Harlan

Amnesty International cabut penghargaan untuk Aung San Suu Kyi

ACEHPUNGO.COM – Lembaga pembela hak asasi manusia, Amnesty International, memutuskan mencabut penghargaan tertinggi yang pernah diberikan kepada pemimpin Myanmar, Aung San Suu Kyi, pada 2009 lalu.

Lembaga itu menyebut Suu Kyi tak lagi mewakili simbol harapan, keberanian, dan pembelaan terhadap HAM seperti yang dia lakukan sebelum menjadi pejabat pemerintah.

Salah satu kekecewaan Amnesty International terletak pada kenihilan aksi Suu Kyi ketika kaum minoritas Muslim Rohingya dibunuh dan disiksa oleh militer Myanmar sehingga 700.000 orang Rohingya kabur ke Bangladesh.

“Pengingkarannya tentang keseriusan dan cakupan kekejaman (terhadap kaum Rohingya) berarti prospek situasinya membaik tergolong kecil,” sebut Sekjen Amnesty International, Kumi Naidoo.

Pengumuman pencabutan penghargaan Amnesty Internasional terhadap Suu Kyi dikemukakan pada delapan tahun bebasnya perempuan tersebut dari tahanan rumah.

Saat dia bebas pada 2009, Amnesty memberikan penghargaan Duta Nurani kepada Suu Kyi.

Langkah Amnesty sejalan dengan tindakan sejumlah kota dan lembaga lain yang mencabut penghargaan terhadap Suu Kyi.

Tekanan internasional
Aung San Suu Kyi menjadi pemimpin de facto pemerintahan sipil Myanmar pada 2016.

Sejak saat itu dia menghadapi tekanan internasional untuk mengecam aksi militer terhadap Rohingya. Namun, dia terus menolaknya.

Dia juga melontarkan pembelaan ketika dua wartawan kantor berita Reuters dipenjara lantaran tengah menyelidiki pembunuhan kaum Rohingya.

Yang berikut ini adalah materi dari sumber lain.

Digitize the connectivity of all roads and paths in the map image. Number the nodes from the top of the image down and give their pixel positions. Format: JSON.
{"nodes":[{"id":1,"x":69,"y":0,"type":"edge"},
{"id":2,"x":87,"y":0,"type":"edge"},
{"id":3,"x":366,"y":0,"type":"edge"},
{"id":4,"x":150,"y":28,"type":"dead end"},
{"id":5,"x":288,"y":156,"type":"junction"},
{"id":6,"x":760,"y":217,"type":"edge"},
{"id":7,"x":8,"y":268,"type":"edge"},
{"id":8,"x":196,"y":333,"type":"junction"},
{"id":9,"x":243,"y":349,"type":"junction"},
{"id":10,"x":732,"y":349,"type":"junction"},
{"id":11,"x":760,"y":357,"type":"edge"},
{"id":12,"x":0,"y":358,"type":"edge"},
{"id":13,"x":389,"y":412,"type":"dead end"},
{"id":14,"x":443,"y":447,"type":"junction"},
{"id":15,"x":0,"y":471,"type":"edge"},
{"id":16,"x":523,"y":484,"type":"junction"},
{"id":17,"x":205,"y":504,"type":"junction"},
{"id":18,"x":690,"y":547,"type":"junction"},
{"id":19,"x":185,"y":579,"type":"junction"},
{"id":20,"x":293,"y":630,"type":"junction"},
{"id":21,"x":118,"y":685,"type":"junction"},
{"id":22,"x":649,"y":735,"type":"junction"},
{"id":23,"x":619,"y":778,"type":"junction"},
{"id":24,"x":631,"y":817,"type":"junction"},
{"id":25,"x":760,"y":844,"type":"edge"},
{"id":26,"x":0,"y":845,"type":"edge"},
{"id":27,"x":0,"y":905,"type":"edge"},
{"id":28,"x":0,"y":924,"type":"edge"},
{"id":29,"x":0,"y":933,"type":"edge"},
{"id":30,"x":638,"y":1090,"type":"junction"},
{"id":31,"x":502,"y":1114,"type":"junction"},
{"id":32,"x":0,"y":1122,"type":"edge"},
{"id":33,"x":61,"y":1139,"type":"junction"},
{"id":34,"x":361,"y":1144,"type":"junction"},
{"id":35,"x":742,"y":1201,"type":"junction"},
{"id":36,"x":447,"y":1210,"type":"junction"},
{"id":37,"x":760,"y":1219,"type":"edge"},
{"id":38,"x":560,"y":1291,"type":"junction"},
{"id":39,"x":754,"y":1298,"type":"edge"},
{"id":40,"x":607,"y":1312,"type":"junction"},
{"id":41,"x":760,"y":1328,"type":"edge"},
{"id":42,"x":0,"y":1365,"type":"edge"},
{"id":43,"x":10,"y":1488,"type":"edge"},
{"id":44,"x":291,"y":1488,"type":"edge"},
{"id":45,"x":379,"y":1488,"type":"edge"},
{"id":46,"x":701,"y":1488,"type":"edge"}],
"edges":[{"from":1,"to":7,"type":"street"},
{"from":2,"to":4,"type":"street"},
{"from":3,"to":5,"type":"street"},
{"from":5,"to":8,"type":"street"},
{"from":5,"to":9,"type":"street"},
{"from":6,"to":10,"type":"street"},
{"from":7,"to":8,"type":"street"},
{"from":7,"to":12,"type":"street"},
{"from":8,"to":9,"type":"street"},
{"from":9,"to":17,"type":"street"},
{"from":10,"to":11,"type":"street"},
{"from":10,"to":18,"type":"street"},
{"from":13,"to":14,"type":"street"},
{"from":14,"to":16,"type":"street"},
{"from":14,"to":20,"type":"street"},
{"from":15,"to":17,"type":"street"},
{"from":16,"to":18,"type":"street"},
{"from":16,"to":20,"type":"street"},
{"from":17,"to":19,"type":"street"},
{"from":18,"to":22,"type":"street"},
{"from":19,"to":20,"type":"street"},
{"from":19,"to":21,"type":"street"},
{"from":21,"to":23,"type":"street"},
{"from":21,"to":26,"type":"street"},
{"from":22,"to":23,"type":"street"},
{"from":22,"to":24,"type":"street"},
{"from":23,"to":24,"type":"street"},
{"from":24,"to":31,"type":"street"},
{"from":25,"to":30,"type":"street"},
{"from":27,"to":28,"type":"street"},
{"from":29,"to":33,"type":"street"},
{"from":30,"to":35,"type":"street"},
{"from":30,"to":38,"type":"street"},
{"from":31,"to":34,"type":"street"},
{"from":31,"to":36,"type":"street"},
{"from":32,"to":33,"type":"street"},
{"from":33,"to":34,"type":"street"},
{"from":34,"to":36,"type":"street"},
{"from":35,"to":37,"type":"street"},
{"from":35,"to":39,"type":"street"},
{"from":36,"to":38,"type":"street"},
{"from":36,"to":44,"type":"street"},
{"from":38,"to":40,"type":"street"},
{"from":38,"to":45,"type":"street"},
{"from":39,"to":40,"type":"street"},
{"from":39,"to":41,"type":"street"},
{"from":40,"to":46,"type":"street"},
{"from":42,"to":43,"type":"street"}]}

Suu Kyi terakhir kali berbicara kepada BBC pada April 2017. Saat itu dia mengomentari laporan PBB yang menyebut telah terjadi upaya genosida terhadap etnik Rohingya.

“Saya pikir pernyataan pembersihan etnik terlalu kuat untuk menggambarkan apa yang terjadi,” ujarnya.

Dalam perkembangan terkini, pemerintah Myanmar pekan ini akan menerima kelompok pertama pengungsi Rohinga dari Bangladesh.

Namun, pelapor khusus hak asasi manusia PBB untuk Myanmar memperingatkan pengungsi Rohingya menghadapi “risiko tinggi penganiayaan” apabila mereka pulang ke negara bagian Rakhine, Myanmar.